No fórum “As Tic, a Inovação e o empreendedorismo” Nadim Habib, CEO da NOVA Executive Education da UNL, deu início ao debate mostrando qual é a sua visão de empreendedorismo e inovação.

empreendedorismoComeçou por apresentar alguns dados dizendo que os portugueses trabalham muitas horas, mais que os alemães, mas que mesmo assim eles produzem mais 30 por cento do que os portugueses.

Portugal está nesta situação “porque não produz o que devia produzir”, explica. O CEO disse ainda que existem organizações que conseguem inovar na área das tecologias e há outras que não querem inovar. ”Há muito talento, mas as nossas organizações funcionam com a base de que não há talent. Existo acontece, porque funcionam com a mesma lógica de gestão”.
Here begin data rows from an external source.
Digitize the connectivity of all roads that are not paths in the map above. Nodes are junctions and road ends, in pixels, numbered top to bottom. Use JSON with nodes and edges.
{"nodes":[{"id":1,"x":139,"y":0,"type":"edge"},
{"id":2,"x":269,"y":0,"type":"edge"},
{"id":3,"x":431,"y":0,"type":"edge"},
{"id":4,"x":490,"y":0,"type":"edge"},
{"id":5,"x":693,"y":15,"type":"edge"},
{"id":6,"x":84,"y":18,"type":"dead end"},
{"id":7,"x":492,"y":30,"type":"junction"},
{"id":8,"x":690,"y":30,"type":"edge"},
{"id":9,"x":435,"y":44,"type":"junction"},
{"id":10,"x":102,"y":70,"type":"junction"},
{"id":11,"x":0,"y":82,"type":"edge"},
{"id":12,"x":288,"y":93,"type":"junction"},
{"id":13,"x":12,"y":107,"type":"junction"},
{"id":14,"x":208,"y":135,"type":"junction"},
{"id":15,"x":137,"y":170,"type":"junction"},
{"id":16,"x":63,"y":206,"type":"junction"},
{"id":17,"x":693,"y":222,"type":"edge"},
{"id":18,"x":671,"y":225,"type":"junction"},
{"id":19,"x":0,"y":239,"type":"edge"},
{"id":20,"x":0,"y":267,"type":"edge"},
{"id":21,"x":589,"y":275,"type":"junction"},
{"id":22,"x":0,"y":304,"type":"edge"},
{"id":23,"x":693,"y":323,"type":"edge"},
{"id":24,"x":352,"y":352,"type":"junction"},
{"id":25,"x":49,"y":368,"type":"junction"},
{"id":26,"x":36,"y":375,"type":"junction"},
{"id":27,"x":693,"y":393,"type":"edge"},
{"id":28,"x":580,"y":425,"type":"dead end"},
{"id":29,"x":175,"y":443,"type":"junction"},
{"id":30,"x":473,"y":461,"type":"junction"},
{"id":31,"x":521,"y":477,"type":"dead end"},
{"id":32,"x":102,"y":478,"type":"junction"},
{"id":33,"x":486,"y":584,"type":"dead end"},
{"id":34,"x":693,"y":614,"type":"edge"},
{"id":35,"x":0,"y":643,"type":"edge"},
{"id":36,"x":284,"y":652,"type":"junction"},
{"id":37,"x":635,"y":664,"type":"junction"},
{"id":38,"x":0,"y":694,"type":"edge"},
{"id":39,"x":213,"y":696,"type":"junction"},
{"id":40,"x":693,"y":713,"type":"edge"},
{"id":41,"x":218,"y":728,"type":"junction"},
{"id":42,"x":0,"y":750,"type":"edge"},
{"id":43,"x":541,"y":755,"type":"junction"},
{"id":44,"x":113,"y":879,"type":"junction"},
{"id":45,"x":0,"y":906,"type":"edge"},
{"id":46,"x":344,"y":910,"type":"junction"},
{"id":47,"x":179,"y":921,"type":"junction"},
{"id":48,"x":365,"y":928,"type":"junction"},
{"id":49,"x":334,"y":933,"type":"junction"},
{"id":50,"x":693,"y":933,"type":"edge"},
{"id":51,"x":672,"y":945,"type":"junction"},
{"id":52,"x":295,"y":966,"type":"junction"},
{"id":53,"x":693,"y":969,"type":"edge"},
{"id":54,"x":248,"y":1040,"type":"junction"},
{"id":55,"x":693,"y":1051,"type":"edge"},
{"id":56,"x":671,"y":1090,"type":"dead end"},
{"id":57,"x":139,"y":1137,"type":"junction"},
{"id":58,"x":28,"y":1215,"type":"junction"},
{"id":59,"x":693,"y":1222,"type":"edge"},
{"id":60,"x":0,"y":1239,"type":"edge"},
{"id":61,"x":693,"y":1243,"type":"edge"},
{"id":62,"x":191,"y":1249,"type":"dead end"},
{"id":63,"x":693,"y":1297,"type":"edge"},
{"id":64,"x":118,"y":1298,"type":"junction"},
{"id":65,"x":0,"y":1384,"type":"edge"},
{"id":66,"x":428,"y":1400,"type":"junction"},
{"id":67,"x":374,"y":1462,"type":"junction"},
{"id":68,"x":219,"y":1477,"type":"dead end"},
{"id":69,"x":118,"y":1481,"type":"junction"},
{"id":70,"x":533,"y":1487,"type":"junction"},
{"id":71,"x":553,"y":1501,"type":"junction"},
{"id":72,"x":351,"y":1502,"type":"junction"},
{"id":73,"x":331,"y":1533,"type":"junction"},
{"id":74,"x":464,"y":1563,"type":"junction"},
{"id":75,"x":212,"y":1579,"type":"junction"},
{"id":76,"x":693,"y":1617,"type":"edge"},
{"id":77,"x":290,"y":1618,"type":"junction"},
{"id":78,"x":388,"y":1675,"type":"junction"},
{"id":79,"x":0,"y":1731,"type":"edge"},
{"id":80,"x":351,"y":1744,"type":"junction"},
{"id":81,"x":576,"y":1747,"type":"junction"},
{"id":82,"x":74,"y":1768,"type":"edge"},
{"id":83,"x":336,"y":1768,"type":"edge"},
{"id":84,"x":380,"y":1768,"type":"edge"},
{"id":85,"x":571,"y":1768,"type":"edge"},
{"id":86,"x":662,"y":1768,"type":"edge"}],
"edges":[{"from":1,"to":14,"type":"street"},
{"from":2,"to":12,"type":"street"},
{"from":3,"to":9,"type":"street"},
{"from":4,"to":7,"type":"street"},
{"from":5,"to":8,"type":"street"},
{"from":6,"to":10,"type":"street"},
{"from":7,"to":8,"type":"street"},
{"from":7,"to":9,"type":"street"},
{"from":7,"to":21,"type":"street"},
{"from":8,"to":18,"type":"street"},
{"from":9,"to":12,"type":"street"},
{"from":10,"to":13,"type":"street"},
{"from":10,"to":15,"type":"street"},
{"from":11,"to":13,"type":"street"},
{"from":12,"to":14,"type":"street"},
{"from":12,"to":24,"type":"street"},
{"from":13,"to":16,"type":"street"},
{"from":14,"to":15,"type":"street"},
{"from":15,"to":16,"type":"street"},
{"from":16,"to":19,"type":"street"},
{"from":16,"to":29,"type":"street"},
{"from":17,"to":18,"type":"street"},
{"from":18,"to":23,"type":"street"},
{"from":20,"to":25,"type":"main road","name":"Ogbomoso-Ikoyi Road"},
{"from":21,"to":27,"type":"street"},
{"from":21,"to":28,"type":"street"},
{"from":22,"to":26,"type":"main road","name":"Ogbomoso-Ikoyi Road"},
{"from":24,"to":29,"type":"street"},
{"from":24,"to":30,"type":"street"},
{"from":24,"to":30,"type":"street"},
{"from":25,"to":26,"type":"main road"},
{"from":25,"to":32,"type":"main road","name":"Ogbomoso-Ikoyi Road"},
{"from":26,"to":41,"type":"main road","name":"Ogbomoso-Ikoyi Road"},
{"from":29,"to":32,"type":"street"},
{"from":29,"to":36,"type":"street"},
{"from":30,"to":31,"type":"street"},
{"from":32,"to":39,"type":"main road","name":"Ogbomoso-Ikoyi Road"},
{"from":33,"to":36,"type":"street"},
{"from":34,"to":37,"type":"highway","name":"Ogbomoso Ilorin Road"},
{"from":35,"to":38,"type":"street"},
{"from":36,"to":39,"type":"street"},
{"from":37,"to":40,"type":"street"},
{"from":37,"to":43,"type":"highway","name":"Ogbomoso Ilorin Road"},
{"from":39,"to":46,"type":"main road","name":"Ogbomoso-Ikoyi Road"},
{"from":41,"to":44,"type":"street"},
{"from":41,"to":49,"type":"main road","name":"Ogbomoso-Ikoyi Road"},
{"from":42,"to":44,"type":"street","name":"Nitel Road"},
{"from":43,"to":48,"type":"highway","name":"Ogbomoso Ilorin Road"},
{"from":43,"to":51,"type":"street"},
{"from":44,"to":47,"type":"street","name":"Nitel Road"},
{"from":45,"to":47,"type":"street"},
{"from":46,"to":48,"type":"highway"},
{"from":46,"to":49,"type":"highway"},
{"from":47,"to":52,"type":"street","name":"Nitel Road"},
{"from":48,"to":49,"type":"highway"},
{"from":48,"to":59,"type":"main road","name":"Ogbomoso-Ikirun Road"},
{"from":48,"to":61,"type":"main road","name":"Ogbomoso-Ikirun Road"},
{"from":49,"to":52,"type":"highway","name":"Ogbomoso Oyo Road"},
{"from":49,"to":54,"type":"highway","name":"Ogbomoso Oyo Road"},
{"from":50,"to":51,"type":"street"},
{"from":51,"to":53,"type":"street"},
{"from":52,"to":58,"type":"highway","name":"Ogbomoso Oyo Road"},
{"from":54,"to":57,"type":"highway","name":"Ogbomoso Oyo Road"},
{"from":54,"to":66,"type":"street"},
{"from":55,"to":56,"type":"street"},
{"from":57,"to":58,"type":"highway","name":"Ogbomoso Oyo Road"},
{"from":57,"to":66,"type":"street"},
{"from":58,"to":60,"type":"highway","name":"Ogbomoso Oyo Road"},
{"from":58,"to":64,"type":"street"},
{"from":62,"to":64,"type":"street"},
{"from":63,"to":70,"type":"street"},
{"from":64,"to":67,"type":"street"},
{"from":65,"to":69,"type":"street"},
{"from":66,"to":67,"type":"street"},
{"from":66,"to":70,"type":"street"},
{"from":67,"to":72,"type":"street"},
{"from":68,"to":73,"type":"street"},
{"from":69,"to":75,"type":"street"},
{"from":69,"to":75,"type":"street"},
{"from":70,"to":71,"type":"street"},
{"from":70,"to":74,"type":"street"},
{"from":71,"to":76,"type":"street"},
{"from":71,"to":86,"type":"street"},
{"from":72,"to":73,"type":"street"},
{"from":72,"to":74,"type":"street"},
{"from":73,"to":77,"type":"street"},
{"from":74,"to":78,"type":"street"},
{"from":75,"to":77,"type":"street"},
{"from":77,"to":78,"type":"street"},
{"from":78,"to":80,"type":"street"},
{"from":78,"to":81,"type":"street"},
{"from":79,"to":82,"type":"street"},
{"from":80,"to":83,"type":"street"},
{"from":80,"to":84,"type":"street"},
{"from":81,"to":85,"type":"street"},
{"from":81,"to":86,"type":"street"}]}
Os clientes estão cada vez mais exigentes e isto cria uma grande pressão dentro das organizações. Nadim Habib concluiu falando sobre o que é necessário, na sua opinião, para inovar. “As organizações têm de ter a capacidade de mudar. Para mim inovação tem três pilares: dor (as ideias vêm resolver dores que nos afetam); preço (tem de estar em linha com a dor); processo (marketing, comunicação).

Esta apresentação destacamos a intervenção de Paulo Trezentos, Co-Fundador e Partner da Caixa Mágica Software, que falou sobre o caso de sucesso da sua empresa; Pedro Pinto, CEO da Take the Wind falou do grande desafio que foi passar de um tecnologia para um produto e, por fim, João Vasconcelos, Diretor Executivo da Startup Lisboa afirmou que “é das startups que vem a inovação”.